### [WORK INSTRUCTIONS]
Print the listing below a second time, exactly, and omit its images.

### [MATERIAL PROVIDED]

>>>>

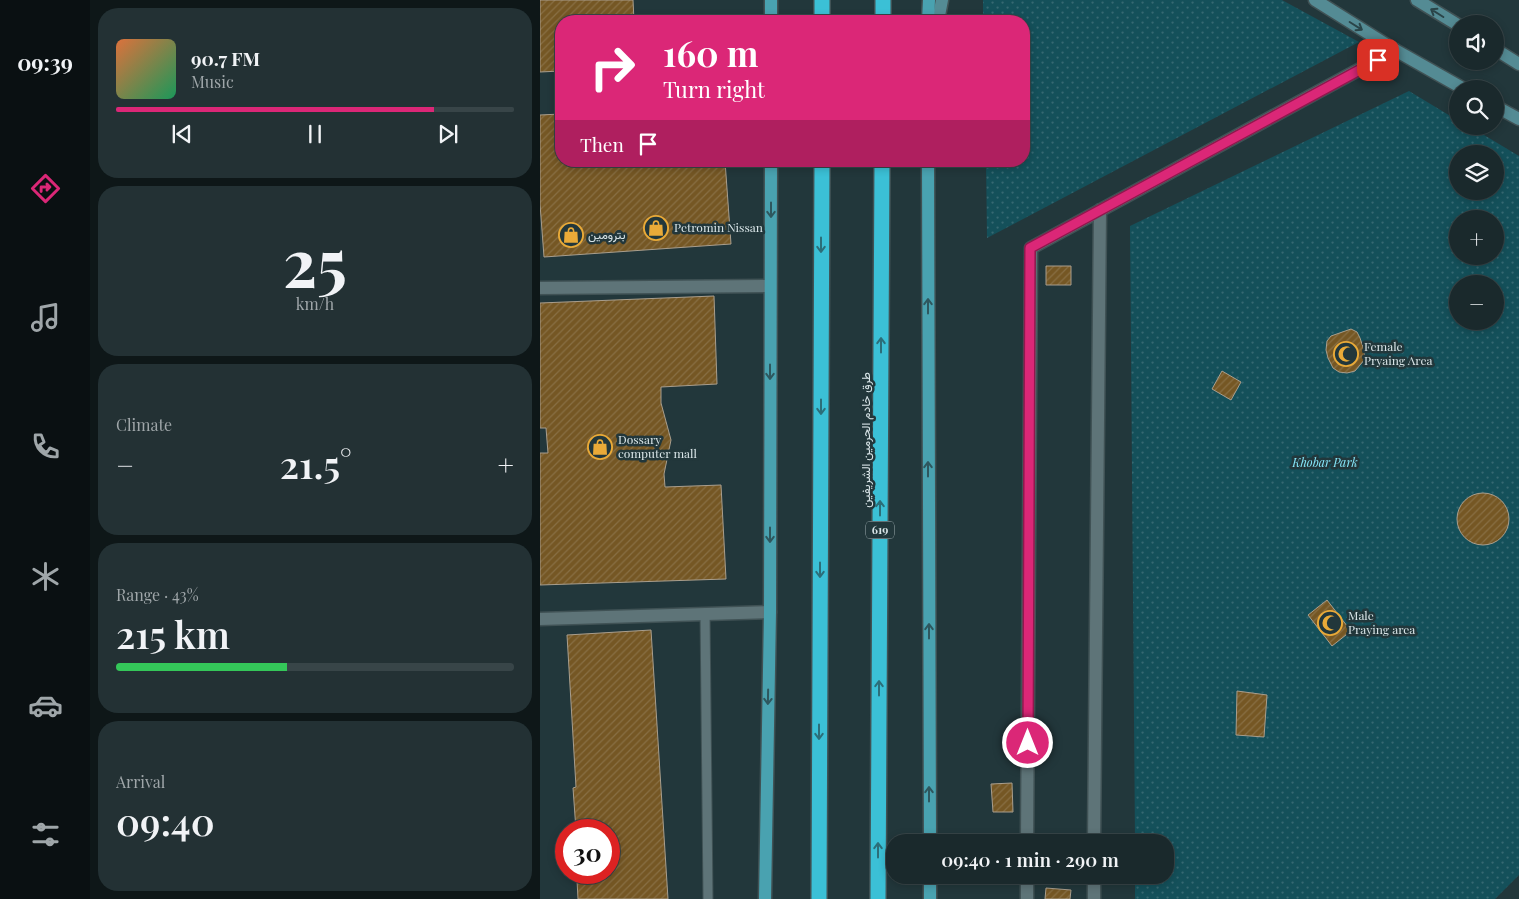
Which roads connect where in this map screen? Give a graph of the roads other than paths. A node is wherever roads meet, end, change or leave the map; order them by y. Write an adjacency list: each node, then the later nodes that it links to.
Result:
1 (771, 0): 8 (main road)
2 (822, 0): 9 (highway)
3 (883, 0): 10 (highway)
4 (929, 0): 11 (main road)
5 (942, 0): 12 (main road)
6 (1315, 0): 14 (main road, one-way to 14)
7 (1417, 0): 13 (main road, one-way to 7)
8 (771, 15)
9 (822, 15)
10 (883, 15)
11 (928, 15)
12 (939, 15)
13 (1449, 20)
14 (1395, 50): 17 (main road); 24 (street)
15 (1504, 55): 16 (main road)
16 (1519, 64)
17 (1449, 81)
18 (1504, 111): 19 (main road)
19 (1519, 119)
20 (771, 167): 25 (main road, one-way to 25)
21 (822, 167): 38 (highway, one-way to 38)
22 (882, 167): 39 (highway, طرق خادم الحرمين الشريفين / 619, one-way to 22)
23 (928, 167): 30 (main road, one-way to 23)
24 (1100, 210): 31 (street); 32 (street)
25 (770, 286): 26 (street); 27 (main road, one-way to 27)
26 (540, 288)
27 (770, 612): 28 (street); 37 (main road, one-way to 37)
28 (705, 613): 29 (street); 36 (lane)
29 (540, 619)
30 (930, 834)
31 (1028, 834)
32 (1094, 834)
33 (930, 884): 40 (main road)
34 (1027, 884): 41 (street)
35 (1094, 884): 42 (street)
36 (708, 899)
37 (765, 899)
38 (819, 899)
39 (878, 899)
40 (930, 899)
41 (1027, 899)
42 (1094, 899)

<<<<

### [WRITTEN RESPONSE]
Which roads connect where in this map screen? Give a graph of the roads other than paths. A node is wherever roads meet, end, change or leave the map; order them by y. Write an adjacency list: each node, then the later nodes that it links to.
Result:
1 (771, 0): 8 (main road)
2 (822, 0): 9 (highway)
3 (883, 0): 10 (highway)
4 (929, 0): 11 (main road)
5 (942, 0): 12 (main road)
6 (1315, 0): 14 (main road, one-way to 14)
7 (1417, 0): 13 (main road, one-way to 7)
8 (771, 15)
9 (822, 15)
10 (883, 15)
11 (928, 15)
12 (939, 15)
13 (1449, 20)
14 (1395, 50): 17 (main road); 24 (street)
15 (1504, 55): 16 (main road)
16 (1519, 64)
17 (1449, 81)
18 (1504, 111): 19 (main road)
19 (1519, 119)
20 (771, 167): 25 (main road, one-way to 25)
21 (822, 167): 38 (highway, one-way to 38)
22 (882, 167): 39 (highway, طرق خادم الحرمين الشريفين / 619, one-way to 22)
23 (928, 167): 30 (main road, one-way to 23)
24 (1100, 210): 31 (street); 32 (street)
25 (770, 286): 26 (street); 27 (main road, one-way to 27)
26 (540, 288)
27 (770, 612): 28 (street); 37 (main road, one-way to 37)
28 (705, 613): 29 (street); 36 (lane)
29 (540, 619)
30 (930, 834)
31 (1028, 834)
32 (1094, 834)
33 (930, 884): 40 (main road)
34 (1027, 884): 41 (street)
35 (1094, 884): 42 (street)
36 (708, 899)
37 (765, 899)
38 (819, 899)
39 (878, 899)
40 (930, 899)
41 (1027, 899)
42 (1094, 899)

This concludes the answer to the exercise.